**To do:**
The task calls for each line of the records below in which the word "Обаған" appears.
Data to use Start Marker
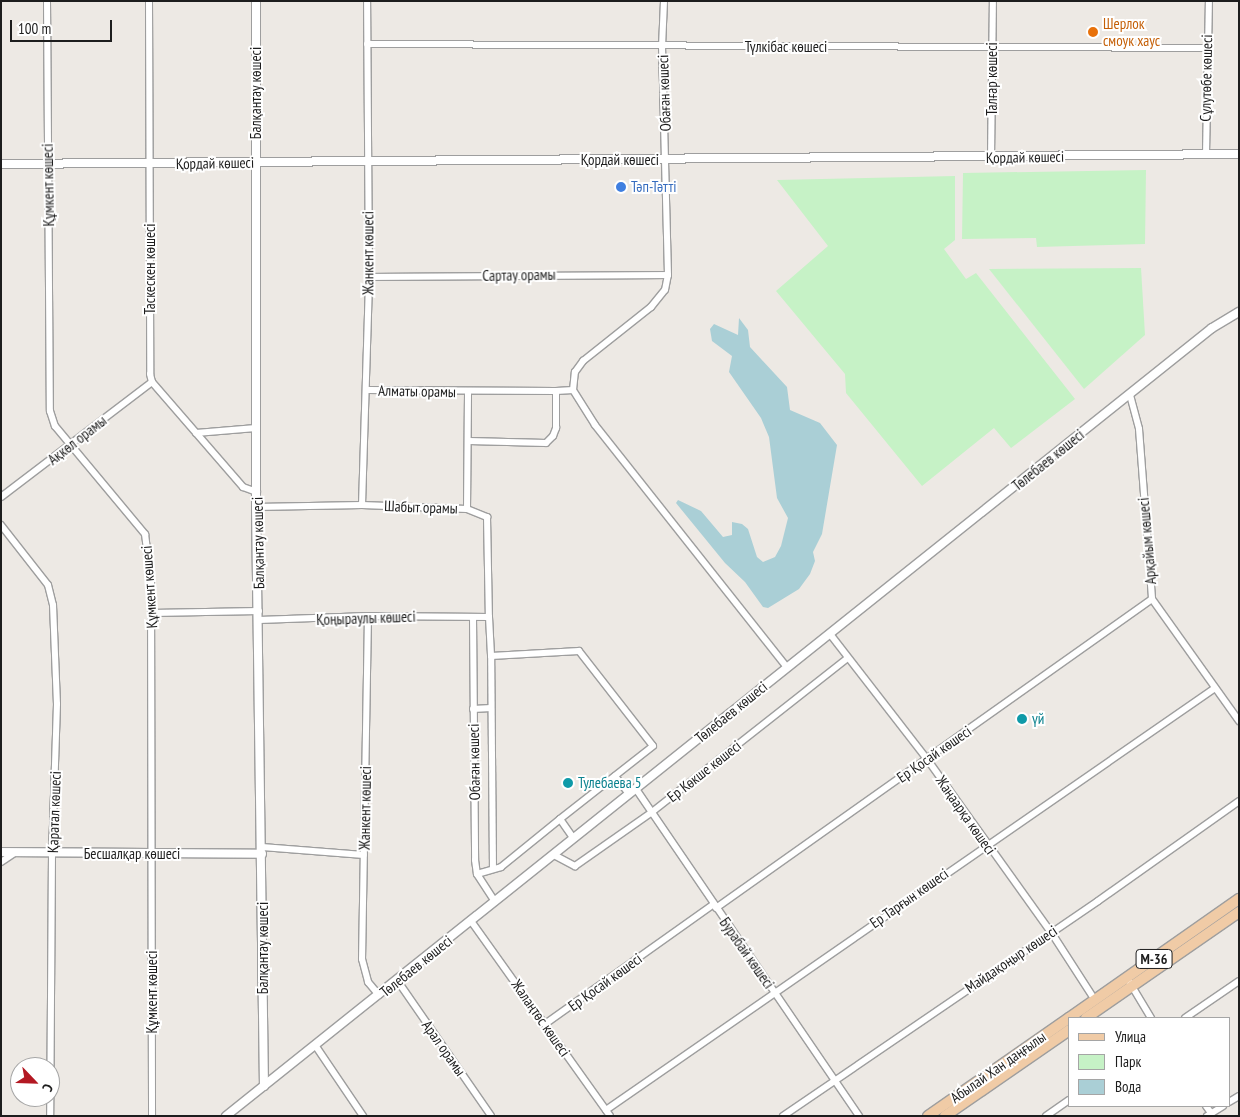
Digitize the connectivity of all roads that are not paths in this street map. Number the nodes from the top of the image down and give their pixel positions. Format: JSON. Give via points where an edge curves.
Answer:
{"nodes":[{"id":1,"x":47,"y":1,"type":"edge"},
{"id":2,"x":149,"y":1,"type":"edge"},
{"id":3,"x":256,"y":1,"type":"edge"},
{"id":4,"x":367,"y":1,"type":"edge"},
{"id":5,"x":664,"y":1,"type":"edge"},
{"id":6,"x":993,"y":1,"type":"edge"},
{"id":7,"x":1208,"y":1,"type":"edge"},
{"id":8,"x":367,"y":44,"type":"junction"},
{"id":9,"x":662,"y":47,"type":"junction"},
{"id":10,"x":992,"y":48,"type":"junction"},
{"id":11,"x":1206,"y":48,"type":"junction"},
{"id":12,"x":1206,"y":154,"type":"junction"},
{"id":13,"x":1239,"y":154,"type":"edge"},
{"id":14,"x":991,"y":158,"type":"junction"},
{"id":15,"x":667,"y":159,"type":"junction"},
{"id":16,"x":368,"y":161,"type":"junction"},
{"id":17,"x":256,"y":162,"type":"junction"},
{"id":18,"x":1,"y":164,"type":"edge"},
{"id":19,"x":49,"y":164,"type":"junction"},
{"id":20,"x":150,"y":165,"type":"junction"},
{"id":21,"x":668,"y":275,"type":"junction"},
{"id":22,"x":369,"y":277,"type":"junction"},
{"id":23,"x":1239,"y":312,"type":"edge"},
{"id":24,"x":152,"y":382,"type":"junction"},
{"id":25,"x":366,"y":390,"type":"junction"},
{"id":26,"x":573,"y":390,"type":"junction"},
{"id":27,"x":468,"y":391,"type":"junction"},
{"id":28,"x":556,"y":391,"type":"junction"},
{"id":29,"x":1130,"y":395,"type":"junction"},
{"id":30,"x":256,"y":428,"type":"junction"},
{"id":31,"x":196,"y":433,"type":"junction"},
{"id":32,"x":469,"y":441,"type":"junction"},
{"id":33,"x":70,"y":445,"type":"junction"},
{"id":34,"x":256,"y":492,"type":"junction"},
{"id":35,"x":1,"y":497,"type":"edge"},
{"id":36,"x":362,"y":505,"type":"junction"},
{"id":37,"x":256,"y":507,"type":"junction"},
{"id":38,"x":467,"y":509,"type":"junction"},
{"id":39,"x":1,"y":525,"type":"edge"},
{"id":40,"x":1152,"y":599,"type":"junction"},
{"id":41,"x":259,"y":611,"type":"junction"},
{"id":42,"x":152,"y":613,"type":"junction"},
{"id":43,"x":368,"y":616,"type":"junction"},
{"id":44,"x":489,"y":617,"type":"junction"},
{"id":45,"x":473,"y":618,"type":"junction"},
{"id":46,"x":259,"y":620,"type":"junction"},
{"id":47,"x":830,"y":634,"type":"junction"},
{"id":48,"x":491,"y":656,"type":"junction"},
{"id":49,"x":848,"y":658,"type":"junction"},
{"id":50,"x":787,"y":667,"type":"junction"},
{"id":51,"x":1215,"y":688,"type":"junction"},
{"id":52,"x":492,"y":708,"type":"junction"},
{"id":53,"x":474,"y":709,"type":"junction"},
{"id":54,"x":1239,"y":721,"type":"edge"},
{"id":55,"x":927,"y":759,"type":"junction"},
{"id":56,"x":615,"y":776,"type":"junction"},
{"id":57,"x":636,"y":789,"type":"junction"},
{"id":58,"x":629,"y":794,"type":"junction"},
{"id":59,"x":1239,"y":801,"type":"edge"},
{"id":60,"x":652,"y":812,"type":"junction"},
{"id":61,"x":560,"y":819,"type":"junction"},
{"id":62,"x":574,"y":839,"type":"junction"},
{"id":63,"x":986,"y":844,"type":"junction"},
{"id":64,"x":262,"y":851,"type":"junction"},
{"id":65,"x":1,"y":852,"type":"edge"},
{"id":66,"x":16,"y":852,"type":"junction"},
{"id":67,"x":152,"y":853,"type":"junction"},
{"id":68,"x":52,"y":854,"type":"junction"},
{"id":69,"x":364,"y":855,"type":"junction"},
{"id":70,"x":554,"y":855,"type":"junction"},
{"id":71,"x":1,"y":862,"type":"edge"},
{"id":72,"x":493,"y":869,"type":"junction"},
{"id":73,"x":477,"y":874,"type":"junction"},
{"id":74,"x":1239,"y":899,"type":"edge"},
{"id":75,"x":495,"y":902,"type":"junction"},
{"id":76,"x":715,"y":906,"type":"junction"},
{"id":77,"x":1239,"y":912,"type":"edge"},
{"id":78,"x":471,"y":921,"type":"junction"},
{"id":79,"x":1051,"y":932,"type":"junction"},
{"id":80,"x":397,"y":980,"type":"junction"},
{"id":81,"x":1239,"y":981,"type":"edge"},
{"id":82,"x":1129,"y":983,"type":"junction"},
{"id":83,"x":774,"y":992,"type":"junction"},
{"id":84,"x":379,"y":995,"type":"junction"},
{"id":85,"x":1095,"y":1000,"type":"junction"},
{"id":86,"x":1070,"y":1017,"type":"edge"},
{"id":87,"x":1087,"y":1017,"type":"edge"},
{"id":88,"x":1150,"y":1017,"type":"edge"},
{"id":89,"x":1186,"y":1017,"type":"edge"},
{"id":90,"x":1068,"y":1019,"type":"edge"},
{"id":91,"x":546,"y":1024,"type":"junction"},
{"id":92,"x":1068,"y":1031,"type":"edge"},
{"id":93,"x":315,"y":1046,"type":"junction"},
{"id":94,"x":834,"y":1080,"type":"junction"},
{"id":95,"x":264,"y":1086,"type":"junction"},
{"id":96,"x":1068,"y":1101,"type":"edge"},
{"id":97,"x":1221,"y":1107,"type":"edge"},
{"id":98,"x":608,"y":1113,"type":"edge"},
{"id":99,"x":1209,"y":1114,"type":"edge"},
{"id":100,"x":230,"y":1115,"type":"edge"},
{"id":101,"x":50,"y":1116,"type":"edge"},
{"id":102,"x":152,"y":1116,"type":"edge"},
{"id":103,"x":363,"y":1116,"type":"edge"},
{"id":104,"x":491,"y":1116,"type":"edge"},
{"id":105,"x":783,"y":1116,"type":"edge"},
{"id":106,"x":859,"y":1116,"type":"edge"},
{"id":107,"x":928,"y":1116,"type":"edge"},
{"id":108,"x":945,"y":1116,"type":"edge"},
{"id":109,"x":1046,"y":1116,"type":"edge"}],
"edges":[{"from":1,"to":19,"type":"street","name":"Құмкент көшесі"},
{"from":2,"to":20,"type":"street","name":"Таскескен көшесі"},
{"from":3,"to":17,"type":"street","name":"Балқантау көшесі"},
{"from":4,"to":8,"type":"street","name":"Жанкент көшесі"},
{"from":5,"to":9,"type":"street","name":"Обаған көшесі"},
{"from":6,"to":10,"type":"street","name":"Талғар көшесі"},
{"from":7,"to":11,"type":"street","name":"Сұлутөбе көшесі"},
{"from":8,"to":9,"type":"street","name":"Түлкібас көшесі"},
{"from":8,"to":16,"type":"street","name":"Жанкент көшесі"},
{"from":9,"to":10,"type":"street","name":"Түлкібас көшесі"},
{"from":9,"to":15,"type":"street","name":"Обаған көшесі"},
{"from":10,"to":11,"type":"street","name":"Түлкібас көшесі"},
{"from":10,"to":14,"type":"street","name":"Талғар көшесі"},
{"from":11,"to":12,"type":"street","name":"Сұлутөбе көшесі"},
{"from":12,"to":13,"type":"street","name":"Қордай көшесі"},
{"from":12,"to":14,"type":"street","name":"Қордай көшесі"},
{"from":14,"to":15,"type":"street","name":"Қордай көшесі"},
{"from":15,"to":16,"type":"street","name":"Қордай көшесі"},
{"from":15,"to":21,"type":"street","name":"Обаған көшесі"},
{"from":16,"to":17,"type":"street","name":"Қордай көшесі"},
{"from":16,"to":22,"type":"street","name":"Жанкент көшесі"},
{"from":17,"to":20,"type":"street","name":"Қордай көшесі"},
{"from":17,"to":30,"type":"street","name":"Балқантау көшесі"},
{"from":18,"to":19,"type":"street","name":"Қордай көшесі"},
{"from":19,"to":20,"type":"street","name":"Қордай көшесі"},
{"from":19,"to":33,"type":"street","name":"Құмкент көшесі","via":[[50,411],[55,426]]},
{"from":20,"to":24,"type":"street","name":"Таскескен көшесі"},
{"from":21,"to":22,"type":"street","name":"Сартау орамы"},
{"from":21,"to":26,"type":"street","via":[[665,290],[651,307],[583,361],[575,372]]},
{"from":22,"to":25,"type":"street","name":"Жанкент көшесі"},
{"from":23,"to":29,"type":"street","name":"Төлебаев көшесі","via":[[1212,328]]},
{"from":24,"to":31,"type":"street"},
{"from":24,"to":33,"type":"street","name":"Ақкөл орамы"},
{"from":25,"to":27,"type":"street","name":"Алматы орамы"},
{"from":25,"to":36,"type":"street","name":"Жанкент көшесі"},
{"from":26,"to":28,"type":"street","name":"Алматы орамы"},
{"from":26,"to":50,"type":"street","via":[[595,425]]},
{"from":27,"to":28,"type":"street","name":"Алматы орамы"},
{"from":27,"to":32,"type":"street","name":"Шабыт орамы"},
{"from":28,"to":32,"type":"street","via":[[556,428],[554,436],[546,443]]},
{"from":29,"to":40,"type":"street","name":"Арқайым көшесі","via":[[1138,421]]},
{"from":29,"to":47,"type":"street","name":"Төлебаев көшесі"},
{"from":30,"to":31,"type":"street"},
{"from":30,"to":34,"type":"street","name":"Балқантау көшесі"},
{"from":31,"to":34,"type":"street","via":[[243,487]]},
{"from":32,"to":38,"type":"street","name":"Шабыт орамы"},
{"from":33,"to":35,"type":"street","name":"Ақкөл орамы"},
{"from":33,"to":42,"type":"street","name":"Құмкент көшесі","via":[[144,534]]},
{"from":34,"to":37,"type":"street","name":"Балқантау көшесі"},
{"from":36,"to":37,"type":"street","name":"Шабыт орамы"},
{"from":36,"to":38,"type":"street","name":"Шабыт орамы"},
{"from":37,"to":41,"type":"street","name":"Балқантау көшесі"},
{"from":38,"to":44,"type":"street","via":[[487,517]]},
{"from":39,"to":68,"type":"street","name":"Қаратал көшесі","via":[[48,585],[53,605],[57,704]]},
{"from":40,"to":51,"type":"street","name":"Арқайым көшесі"},
{"from":40,"to":55,"type":"street","name":"Ер Қосай көшесі"},
{"from":41,"to":42,"type":"street"},
{"from":41,"to":46,"type":"street","name":"Балқантау көшесі"},
{"from":42,"to":67,"type":"street","name":"Құмкент көшесі"},
{"from":43,"to":45,"type":"street","name":"Қоңыраулы көшесі"},
{"from":43,"to":46,"type":"street","name":"Қоңыраулы көшесі"},
{"from":43,"to":69,"type":"street","name":"Жанкент көшесі"},
{"from":44,"to":45,"type":"street","name":"Қоңыраулы көшесі"},
{"from":44,"to":48,"type":"street"},
{"from":45,"to":53,"type":"street","name":"Обаған көшесі"},
{"from":46,"to":64,"type":"street","name":"Балқантау көшесі"},
{"from":47,"to":49,"type":"street","name":"Жаңаарқа көшесі"},
{"from":47,"to":50,"type":"street","name":"Төлебаев көшесі"},
{"from":48,"to":52,"type":"street"},
{"from":48,"to":56,"type":"street","via":[[579,651],[653,746]]},
{"from":49,"to":55,"type":"street","name":"Жаңаарқа көшесі"},
{"from":49,"to":60,"type":"street","name":"Ер Көкше көшесі"},
{"from":50,"to":57,"type":"street","name":"Төлебаев көшесі"},
{"from":51,"to":54,"type":"street","name":"Арқайым көшесі"},
{"from":51,"to":63,"type":"street","name":"Ер Тарғын көшесі"},
{"from":52,"to":53,"type":"street"},
{"from":52,"to":72,"type":"street"},
{"from":53,"to":73,"type":"street","name":"Обаған көшесі"},
{"from":55,"to":63,"type":"street","name":"Жаңаарқа көшесі"},
{"from":55,"to":76,"type":"street","name":"Ер Қосай көшесі"},
{"from":56,"to":58,"type":"street"},
{"from":56,"to":61,"type":"street"},
{"from":57,"to":58,"type":"street","name":"Төлебаев көшесі"},
{"from":57,"to":60,"type":"street","name":"Бурабай көшесі"},
{"from":58,"to":62,"type":"street","name":"Төлебаев көшесі"},
{"from":59,"to":79,"type":"street","name":"Майдақоңыр көшесі"},
{"from":60,"to":70,"type":"street","name":"Ер Көкше көшесі","via":[[575,866]]},
{"from":60,"to":76,"type":"street","name":"Бурабай көшесі"},
{"from":61,"to":62,"type":"street"},
{"from":61,"to":72,"type":"street","via":[[501,867]]},
{"from":62,"to":70,"type":"street","name":"Төлебаев көшесі"},
{"from":63,"to":79,"type":"street","name":"Жаңаарқа көшесі"},
{"from":63,"to":83,"type":"street","name":"Ер Тарғын көшесі"},
{"from":64,"to":67,"type":"street","name":"Бесшалқар көшесі"},
{"from":64,"to":69,"type":"street"},
{"from":64,"to":95,"type":"street","name":"Балқантау көшесі"},
{"from":65,"to":66,"type":"street","name":"Бесшалқар көшесі"},
{"from":66,"to":68,"type":"street","name":"Бесшалқар көшесі"},
{"from":66,"to":71,"type":"street"},
{"from":67,"to":68,"type":"street","name":"Бесшалқар көшесі"},
{"from":67,"to":102,"type":"street","name":"Құмкент көшесі"},
{"from":68,"to":101,"type":"street","name":"Қаратал көшесі"},
{"from":69,"to":84,"type":"street","name":"Жанкент көшесі","via":[[363,971]]},
{"from":70,"to":75,"type":"street","name":"Төлебаев көшесі"},
{"from":72,"to":73,"type":"street"},
{"from":73,"to":75,"type":"street"},
{"from":74,"to":82,"type":"main road","name":"Абылай Хан даңғылы","number":"M-36"},
{"from":75,"to":78,"type":"street","name":"Төлебаев көшесі"},
{"from":76,"to":83,"type":"street","name":"Бурабай көшесі"},
{"from":76,"to":91,"type":"street","name":"Ер Қосай көшесі"},
{"from":77,"to":82,"type":"main road","name":"Абылай Хан даңғылы","number":"M-36"},
{"from":78,"to":80,"type":"street","name":"Төлебаев көшесі"},
{"from":78,"to":91,"type":"street","name":"Жалаңтөс көшесі"},
{"from":79,"to":85,"type":"street","name":"Жаңаарқа көшесі"},
{"from":79,"to":94,"type":"street","name":"Майдақоңыр көшесі"},
{"from":80,"to":84,"type":"street","name":"Төлебаев көшесі"},
{"from":80,"to":104,"type":"street","name":"Арал орамы"},
{"from":81,"to":89,"type":"street"},
{"from":82,"to":85,"type":"main road","name":"Абылай Хан даңғылы","number":"M-36"},
{"from":82,"to":87,"type":"main road","name":"Абылай Хан даңғылы","number":"M-36"},
{"from":82,"to":88,"type":"street"},
{"from":83,"to":94,"type":"street","name":"Бурабай көшесі"},
{"from":83,"to":98,"type":"street","name":"Ер Тарғын көшесі"},
{"from":84,"to":93,"type":"street","name":"Төлебаев көшесі"},
{"from":85,"to":86,"type":"main road","name":"Абылай Хан даңғылы","number":"M-36"},
{"from":90,"to":107,"type":"main road","name":"Абылай Хан даңғылы","number":"M-36"},
{"from":91,"to":98,"type":"street","name":"Жалаңтөс көшесі"},
{"from":92,"to":108,"type":"main road","name":"Абылай Хан даңғылы"},
{"from":93,"to":95,"type":"street","name":"Төлебаев көшесі"},
{"from":93,"to":103,"type":"street"},
{"from":94,"to":105,"type":"street","name":"Майдақоңыр көшесі"},
{"from":94,"to":106,"type":"street","name":"Бурабай көшесі"},
{"from":95,"to":100,"type":"street","name":"Төлебаев көшесі"},
{"from":96,"to":109,"type":"street"},
{"from":97,"to":99,"type":"street"}]}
Data to use End Marker
**Reply to the exercise:**
{"from":5,"to":9,"type":"street","name":"Обаған көшесі"},
{"from":9,"to":15,"type":"street","name":"Обаған көшесі"},
{"from":15,"to":21,"type":"street","name":"Обаған көшесі"},
{"from":45,"to":53,"type":"street","name":"Обаған көшесі"},
{"from":53,"to":73,"type":"street","name":"Обаған көшесі"},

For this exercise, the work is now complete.